Start of RECORDS FOR THE TASK

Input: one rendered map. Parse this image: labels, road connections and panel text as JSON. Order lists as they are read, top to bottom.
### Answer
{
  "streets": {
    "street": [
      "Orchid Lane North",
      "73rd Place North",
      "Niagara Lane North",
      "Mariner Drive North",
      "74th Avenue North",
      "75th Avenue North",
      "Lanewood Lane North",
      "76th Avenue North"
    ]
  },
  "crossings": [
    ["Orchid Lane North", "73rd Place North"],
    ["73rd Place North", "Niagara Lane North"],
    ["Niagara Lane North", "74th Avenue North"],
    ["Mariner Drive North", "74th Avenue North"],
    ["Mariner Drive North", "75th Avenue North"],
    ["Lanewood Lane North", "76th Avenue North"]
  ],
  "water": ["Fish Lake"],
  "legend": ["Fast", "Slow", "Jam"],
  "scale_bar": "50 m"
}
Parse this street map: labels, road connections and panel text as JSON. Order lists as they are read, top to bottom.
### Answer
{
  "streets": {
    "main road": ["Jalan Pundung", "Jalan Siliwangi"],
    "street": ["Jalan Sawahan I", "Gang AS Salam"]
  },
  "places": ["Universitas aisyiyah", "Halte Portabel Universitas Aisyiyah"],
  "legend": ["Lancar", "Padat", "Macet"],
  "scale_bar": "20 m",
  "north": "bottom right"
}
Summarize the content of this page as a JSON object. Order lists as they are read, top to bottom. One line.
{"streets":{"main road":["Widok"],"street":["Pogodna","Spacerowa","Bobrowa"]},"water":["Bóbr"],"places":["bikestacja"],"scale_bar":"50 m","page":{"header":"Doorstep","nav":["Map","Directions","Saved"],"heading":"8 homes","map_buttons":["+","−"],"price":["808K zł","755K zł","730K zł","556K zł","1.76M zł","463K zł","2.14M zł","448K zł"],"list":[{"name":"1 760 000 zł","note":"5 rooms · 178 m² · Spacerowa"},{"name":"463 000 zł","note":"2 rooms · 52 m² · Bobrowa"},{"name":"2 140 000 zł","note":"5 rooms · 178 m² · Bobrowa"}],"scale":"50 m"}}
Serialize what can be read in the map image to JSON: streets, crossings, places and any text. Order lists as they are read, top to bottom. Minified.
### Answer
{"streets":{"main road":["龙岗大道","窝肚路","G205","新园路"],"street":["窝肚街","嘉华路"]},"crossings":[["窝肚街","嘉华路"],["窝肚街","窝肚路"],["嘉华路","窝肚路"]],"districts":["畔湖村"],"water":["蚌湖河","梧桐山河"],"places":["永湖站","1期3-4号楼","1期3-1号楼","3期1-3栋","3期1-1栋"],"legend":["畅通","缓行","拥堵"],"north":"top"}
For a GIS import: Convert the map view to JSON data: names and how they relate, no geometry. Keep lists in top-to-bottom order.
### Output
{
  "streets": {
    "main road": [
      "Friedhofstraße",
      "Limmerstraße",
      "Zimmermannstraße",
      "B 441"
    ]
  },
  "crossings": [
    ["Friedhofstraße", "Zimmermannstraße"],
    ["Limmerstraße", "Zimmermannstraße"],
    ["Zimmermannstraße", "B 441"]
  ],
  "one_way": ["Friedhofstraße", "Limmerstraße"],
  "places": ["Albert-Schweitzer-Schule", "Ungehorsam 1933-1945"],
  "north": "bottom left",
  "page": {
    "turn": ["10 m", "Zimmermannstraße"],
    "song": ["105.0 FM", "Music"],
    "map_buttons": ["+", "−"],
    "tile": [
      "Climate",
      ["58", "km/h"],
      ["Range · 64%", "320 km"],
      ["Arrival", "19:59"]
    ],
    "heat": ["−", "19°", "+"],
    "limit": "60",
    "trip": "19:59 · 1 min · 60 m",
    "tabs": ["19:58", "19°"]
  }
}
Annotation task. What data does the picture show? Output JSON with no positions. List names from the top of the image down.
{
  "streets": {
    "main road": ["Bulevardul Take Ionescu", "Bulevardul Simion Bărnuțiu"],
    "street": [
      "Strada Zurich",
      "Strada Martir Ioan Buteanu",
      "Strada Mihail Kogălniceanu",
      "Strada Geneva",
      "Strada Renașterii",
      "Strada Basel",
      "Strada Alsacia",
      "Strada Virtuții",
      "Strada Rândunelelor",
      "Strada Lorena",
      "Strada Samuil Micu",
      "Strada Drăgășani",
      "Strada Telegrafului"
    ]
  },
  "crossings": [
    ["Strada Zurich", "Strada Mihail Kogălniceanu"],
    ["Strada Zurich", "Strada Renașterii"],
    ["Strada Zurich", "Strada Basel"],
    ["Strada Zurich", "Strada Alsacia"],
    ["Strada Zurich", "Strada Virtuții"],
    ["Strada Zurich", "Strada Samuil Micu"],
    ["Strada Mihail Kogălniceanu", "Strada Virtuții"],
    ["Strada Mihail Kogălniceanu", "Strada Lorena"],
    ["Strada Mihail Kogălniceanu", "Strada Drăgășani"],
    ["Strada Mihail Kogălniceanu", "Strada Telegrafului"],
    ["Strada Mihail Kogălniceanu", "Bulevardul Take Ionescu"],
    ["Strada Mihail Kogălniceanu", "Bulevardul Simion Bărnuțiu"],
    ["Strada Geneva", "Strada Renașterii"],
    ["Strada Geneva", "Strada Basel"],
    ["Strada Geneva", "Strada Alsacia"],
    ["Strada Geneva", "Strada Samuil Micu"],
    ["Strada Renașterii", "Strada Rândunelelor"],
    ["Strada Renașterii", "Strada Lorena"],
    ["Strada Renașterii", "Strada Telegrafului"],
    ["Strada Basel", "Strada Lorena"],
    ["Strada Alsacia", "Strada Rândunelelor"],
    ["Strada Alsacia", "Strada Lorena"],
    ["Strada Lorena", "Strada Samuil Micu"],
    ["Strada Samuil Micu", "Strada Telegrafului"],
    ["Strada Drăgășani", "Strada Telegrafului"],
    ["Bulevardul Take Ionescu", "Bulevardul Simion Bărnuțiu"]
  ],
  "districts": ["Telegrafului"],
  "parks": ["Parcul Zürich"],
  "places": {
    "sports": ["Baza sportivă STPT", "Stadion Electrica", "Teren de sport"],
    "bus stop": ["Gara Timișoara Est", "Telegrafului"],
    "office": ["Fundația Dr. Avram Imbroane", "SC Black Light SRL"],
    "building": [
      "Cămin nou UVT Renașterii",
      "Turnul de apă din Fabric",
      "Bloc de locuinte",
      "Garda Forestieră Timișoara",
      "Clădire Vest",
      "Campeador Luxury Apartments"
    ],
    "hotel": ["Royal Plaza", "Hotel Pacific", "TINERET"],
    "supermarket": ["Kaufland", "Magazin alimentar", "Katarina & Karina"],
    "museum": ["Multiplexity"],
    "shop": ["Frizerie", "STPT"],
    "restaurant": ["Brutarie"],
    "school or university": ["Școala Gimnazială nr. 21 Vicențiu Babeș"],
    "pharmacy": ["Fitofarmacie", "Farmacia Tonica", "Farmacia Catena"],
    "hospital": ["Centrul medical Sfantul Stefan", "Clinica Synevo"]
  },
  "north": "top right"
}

End of RECORDS FOR THE TASK

EXERCISE DETAILS :: Quote the listing word for word from its first line through the line in which "Parse this street" appears.

ANSWER SECTION ::
Input: one rendered map. Parse this image: labels, road connections and panel text as JSON. Order lists as they are read, top to bottom.
### Answer
{
  "streets": {
    "street": [
      "Orchid Lane North",
      "73rd Place North",
      "Niagara Lane North",
      "Mariner Drive North",
      "74th Avenue North",
      "75th Avenue North",
      "Lanewood Lane North",
      "76th Avenue North"
    ]
  },
  "crossings": [
    ["Orchid Lane North", "73rd Place North"],
    ["73rd Place North", "Niagara Lane North"],
    ["Niagara Lane North", "74th Avenue North"],
    ["Mariner Drive North", "74th Avenue North"],
    ["Mariner Drive North", "75th Avenue North"],
    ["Lanewood Lane North", "76th Avenue North"]
  ],
  "water": ["Fish Lake"],
  "legend": ["Fast", "Slow", "Jam"],
  "scale_bar": "50 m"
}
Parse this street map: labels, road connections and panel text as JSON. Order lists as they are read, top to bottom.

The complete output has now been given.